> [WHAT NEEDS TO BE DONE]:
Where a line of the material contains the string "Urique", copy that line.

::: INFORMATION SHOWN :::

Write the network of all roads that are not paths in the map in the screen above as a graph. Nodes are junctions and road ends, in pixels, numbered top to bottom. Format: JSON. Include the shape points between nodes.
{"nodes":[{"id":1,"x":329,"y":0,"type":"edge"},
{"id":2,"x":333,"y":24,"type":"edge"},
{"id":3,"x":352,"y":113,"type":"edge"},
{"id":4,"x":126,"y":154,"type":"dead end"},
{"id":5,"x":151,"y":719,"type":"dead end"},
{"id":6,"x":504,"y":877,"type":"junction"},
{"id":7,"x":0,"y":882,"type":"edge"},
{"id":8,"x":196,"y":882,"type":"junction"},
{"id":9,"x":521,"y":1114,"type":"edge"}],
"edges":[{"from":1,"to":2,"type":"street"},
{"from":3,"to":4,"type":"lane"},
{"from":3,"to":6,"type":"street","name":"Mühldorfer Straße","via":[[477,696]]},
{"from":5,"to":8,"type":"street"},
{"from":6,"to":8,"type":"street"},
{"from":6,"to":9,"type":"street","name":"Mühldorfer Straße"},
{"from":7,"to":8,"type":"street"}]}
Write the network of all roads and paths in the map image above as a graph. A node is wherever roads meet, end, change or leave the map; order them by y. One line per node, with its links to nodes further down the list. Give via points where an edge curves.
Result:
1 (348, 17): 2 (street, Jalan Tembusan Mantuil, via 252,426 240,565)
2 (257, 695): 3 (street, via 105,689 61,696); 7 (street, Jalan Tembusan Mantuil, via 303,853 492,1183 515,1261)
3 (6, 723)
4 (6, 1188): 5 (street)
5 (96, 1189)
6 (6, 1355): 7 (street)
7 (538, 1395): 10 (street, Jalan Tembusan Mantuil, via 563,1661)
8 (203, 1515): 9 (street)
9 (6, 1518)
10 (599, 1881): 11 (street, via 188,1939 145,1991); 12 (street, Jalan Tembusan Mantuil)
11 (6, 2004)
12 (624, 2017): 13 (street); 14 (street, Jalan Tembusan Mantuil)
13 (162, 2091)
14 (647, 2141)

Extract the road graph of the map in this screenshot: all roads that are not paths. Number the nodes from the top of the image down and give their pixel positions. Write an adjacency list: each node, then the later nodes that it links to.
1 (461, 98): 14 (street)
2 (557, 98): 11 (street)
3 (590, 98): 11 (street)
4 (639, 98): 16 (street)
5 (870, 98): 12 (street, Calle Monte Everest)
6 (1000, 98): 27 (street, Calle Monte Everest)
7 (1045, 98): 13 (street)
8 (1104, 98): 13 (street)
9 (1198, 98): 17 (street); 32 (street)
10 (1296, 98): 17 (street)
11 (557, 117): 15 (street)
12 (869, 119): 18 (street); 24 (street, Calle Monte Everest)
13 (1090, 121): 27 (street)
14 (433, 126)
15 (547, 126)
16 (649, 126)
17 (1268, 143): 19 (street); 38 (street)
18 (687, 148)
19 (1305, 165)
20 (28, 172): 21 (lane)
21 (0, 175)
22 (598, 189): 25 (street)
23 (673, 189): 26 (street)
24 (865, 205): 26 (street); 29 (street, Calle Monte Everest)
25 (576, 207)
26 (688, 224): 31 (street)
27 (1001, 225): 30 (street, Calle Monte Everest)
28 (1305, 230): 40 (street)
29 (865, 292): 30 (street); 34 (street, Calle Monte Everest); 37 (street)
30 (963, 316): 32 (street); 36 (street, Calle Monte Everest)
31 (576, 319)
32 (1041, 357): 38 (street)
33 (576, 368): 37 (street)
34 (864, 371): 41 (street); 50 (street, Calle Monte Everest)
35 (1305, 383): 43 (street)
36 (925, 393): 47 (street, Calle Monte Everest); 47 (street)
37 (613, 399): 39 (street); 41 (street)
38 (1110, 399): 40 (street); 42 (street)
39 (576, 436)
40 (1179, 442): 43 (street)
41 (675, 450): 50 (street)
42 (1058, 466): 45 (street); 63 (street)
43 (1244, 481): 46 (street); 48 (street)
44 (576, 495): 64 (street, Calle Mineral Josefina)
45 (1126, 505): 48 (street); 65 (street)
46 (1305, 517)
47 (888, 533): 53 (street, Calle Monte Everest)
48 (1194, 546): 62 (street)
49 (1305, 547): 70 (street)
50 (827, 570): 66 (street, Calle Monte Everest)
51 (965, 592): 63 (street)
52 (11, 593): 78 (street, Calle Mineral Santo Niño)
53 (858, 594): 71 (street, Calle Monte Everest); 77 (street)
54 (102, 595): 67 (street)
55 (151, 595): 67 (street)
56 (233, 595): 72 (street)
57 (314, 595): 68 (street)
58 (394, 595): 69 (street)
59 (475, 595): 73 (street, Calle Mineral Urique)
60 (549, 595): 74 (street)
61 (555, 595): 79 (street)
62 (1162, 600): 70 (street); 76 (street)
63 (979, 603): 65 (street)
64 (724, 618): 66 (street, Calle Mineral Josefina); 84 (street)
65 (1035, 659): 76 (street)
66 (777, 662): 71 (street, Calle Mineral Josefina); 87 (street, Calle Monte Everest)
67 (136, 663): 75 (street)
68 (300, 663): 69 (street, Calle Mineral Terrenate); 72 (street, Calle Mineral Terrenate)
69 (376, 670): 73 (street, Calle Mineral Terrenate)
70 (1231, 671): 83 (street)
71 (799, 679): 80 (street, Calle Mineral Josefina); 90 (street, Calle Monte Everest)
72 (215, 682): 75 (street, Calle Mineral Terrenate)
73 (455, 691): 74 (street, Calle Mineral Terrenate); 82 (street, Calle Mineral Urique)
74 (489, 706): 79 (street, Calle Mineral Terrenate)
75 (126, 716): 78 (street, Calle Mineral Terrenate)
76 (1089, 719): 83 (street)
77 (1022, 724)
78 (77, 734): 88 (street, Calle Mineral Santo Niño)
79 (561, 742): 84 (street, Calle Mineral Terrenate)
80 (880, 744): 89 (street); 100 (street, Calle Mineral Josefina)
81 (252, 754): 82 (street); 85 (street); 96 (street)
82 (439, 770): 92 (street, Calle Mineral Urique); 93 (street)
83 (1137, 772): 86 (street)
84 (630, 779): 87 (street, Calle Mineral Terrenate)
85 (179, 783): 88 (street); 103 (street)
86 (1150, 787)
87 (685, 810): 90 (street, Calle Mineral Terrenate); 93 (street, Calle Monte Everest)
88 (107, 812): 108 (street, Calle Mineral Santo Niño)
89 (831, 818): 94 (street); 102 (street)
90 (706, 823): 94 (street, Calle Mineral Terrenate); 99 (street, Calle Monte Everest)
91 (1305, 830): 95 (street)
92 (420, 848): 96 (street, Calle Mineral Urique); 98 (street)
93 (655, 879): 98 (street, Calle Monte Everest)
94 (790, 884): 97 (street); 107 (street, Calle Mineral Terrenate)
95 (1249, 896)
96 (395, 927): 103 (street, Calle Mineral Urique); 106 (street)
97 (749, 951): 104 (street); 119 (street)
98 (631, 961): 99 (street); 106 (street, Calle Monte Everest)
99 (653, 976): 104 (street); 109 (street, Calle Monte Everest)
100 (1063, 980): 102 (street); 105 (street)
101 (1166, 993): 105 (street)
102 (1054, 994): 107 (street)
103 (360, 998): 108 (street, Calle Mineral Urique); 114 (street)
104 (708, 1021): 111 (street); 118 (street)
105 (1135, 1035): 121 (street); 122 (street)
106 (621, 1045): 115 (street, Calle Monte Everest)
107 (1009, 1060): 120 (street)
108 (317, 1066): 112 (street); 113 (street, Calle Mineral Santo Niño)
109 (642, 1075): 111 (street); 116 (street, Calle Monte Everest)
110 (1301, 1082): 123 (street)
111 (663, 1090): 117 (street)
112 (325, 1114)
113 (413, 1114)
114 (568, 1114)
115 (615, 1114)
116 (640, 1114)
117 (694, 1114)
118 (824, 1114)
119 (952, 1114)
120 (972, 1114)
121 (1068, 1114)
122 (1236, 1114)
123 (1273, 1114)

:::

> [SOLUTION TO THE PROBLEM]:
59 (475, 595): 73 (street, Calle Mineral Urique)
73 (455, 691): 74 (street, Calle Mineral Terrenate); 82 (street, Calle Mineral Urique)
82 (439, 770): 92 (street, Calle Mineral Urique); 93 (street)
92 (420, 848): 96 (street, Calle Mineral Urique); 98 (street)
96 (395, 927): 103 (street, Calle Mineral Urique); 106 (street)
103 (360, 998): 108 (street, Calle Mineral Urique); 114 (street)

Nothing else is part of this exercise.